In August 2019, explorer Rex (ASX:RXM) bought the historic Hog Ranch project in ‘well-endowed’ Nevada (their words, not ours).

Hog Ranch produced 200,000oz in the late 80s/ early 90s when gold was selling for ~$US350/oz.

Immediately after the acquisition, Rex delivered a maiden resource of 830,000oz (using historic drill results) within an open pit optimised for heap leach processing (which is cheap), based on a gold price of $US1300/oz.

Current prices hover around the $US1570/oz ($2320) mark.

One drilling program later and that resource is now 936,000oz, comprising 521,000oz at Krista and 415,000oz at Bells.

Mineralisation at the Bells project — the focus of the latest drilling barrage – starts at surface, with over 90 per cent of the 415,000oz less than 75m deep.

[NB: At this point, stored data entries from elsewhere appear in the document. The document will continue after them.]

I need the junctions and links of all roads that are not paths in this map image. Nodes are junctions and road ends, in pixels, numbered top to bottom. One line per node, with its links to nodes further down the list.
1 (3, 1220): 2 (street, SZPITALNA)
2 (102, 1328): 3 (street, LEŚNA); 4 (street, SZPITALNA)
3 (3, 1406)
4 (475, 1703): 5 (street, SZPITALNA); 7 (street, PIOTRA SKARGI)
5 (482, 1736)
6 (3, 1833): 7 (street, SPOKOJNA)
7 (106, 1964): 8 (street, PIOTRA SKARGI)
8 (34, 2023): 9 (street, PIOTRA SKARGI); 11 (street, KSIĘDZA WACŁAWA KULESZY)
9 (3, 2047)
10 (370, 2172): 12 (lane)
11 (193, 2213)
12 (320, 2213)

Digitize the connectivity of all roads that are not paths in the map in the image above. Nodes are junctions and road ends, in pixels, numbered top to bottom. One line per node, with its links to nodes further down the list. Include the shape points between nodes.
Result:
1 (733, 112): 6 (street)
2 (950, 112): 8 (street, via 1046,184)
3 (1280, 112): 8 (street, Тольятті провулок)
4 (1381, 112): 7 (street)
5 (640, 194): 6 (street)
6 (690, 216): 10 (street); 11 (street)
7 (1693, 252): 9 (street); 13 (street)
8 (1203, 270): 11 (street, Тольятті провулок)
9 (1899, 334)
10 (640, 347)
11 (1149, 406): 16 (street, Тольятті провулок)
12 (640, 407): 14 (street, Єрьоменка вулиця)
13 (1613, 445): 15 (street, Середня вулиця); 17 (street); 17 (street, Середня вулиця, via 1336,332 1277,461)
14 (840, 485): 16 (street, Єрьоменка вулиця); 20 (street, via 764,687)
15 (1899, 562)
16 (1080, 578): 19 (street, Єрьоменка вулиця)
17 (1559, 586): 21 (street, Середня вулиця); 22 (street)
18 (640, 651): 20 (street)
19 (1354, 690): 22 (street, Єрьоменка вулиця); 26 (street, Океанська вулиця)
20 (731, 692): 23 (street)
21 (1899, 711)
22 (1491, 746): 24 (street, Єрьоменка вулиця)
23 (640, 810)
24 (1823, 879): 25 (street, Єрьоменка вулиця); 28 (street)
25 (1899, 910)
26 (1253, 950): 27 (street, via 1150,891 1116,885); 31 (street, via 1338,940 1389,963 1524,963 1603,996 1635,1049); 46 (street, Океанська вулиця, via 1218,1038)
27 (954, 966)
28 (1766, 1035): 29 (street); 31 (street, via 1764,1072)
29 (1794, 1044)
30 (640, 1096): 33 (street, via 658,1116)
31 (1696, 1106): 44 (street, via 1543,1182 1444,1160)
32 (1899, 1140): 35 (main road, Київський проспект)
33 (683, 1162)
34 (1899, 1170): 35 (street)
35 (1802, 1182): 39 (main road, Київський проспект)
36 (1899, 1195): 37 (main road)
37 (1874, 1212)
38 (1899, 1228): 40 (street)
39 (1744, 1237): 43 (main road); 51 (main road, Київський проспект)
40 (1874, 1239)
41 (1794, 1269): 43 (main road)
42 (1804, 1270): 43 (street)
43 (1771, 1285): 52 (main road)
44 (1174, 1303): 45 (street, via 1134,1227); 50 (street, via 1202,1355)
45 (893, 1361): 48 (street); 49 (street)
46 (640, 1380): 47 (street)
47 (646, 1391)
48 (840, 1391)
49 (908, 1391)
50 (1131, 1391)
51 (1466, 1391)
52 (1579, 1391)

“The Bells project area was an obvious place to start our initial exploration and economic studies. It was well defined, and offered a smaller scale, project start-up opportunity for Rex, at potentially lower capital than the larger northern Krista Project,” Rex managing director Richard Laufmann says.

“We are now well advanced with a scoping study for Bells and are simultaneously upgrading the mineral resource at the larger Krista Project of Hog Ranch.

“We expect to publish the results of these programs this quarter.”

The stock — which is down about 16 per cent over the past year — nudged ~7 per cent higher in morning trade.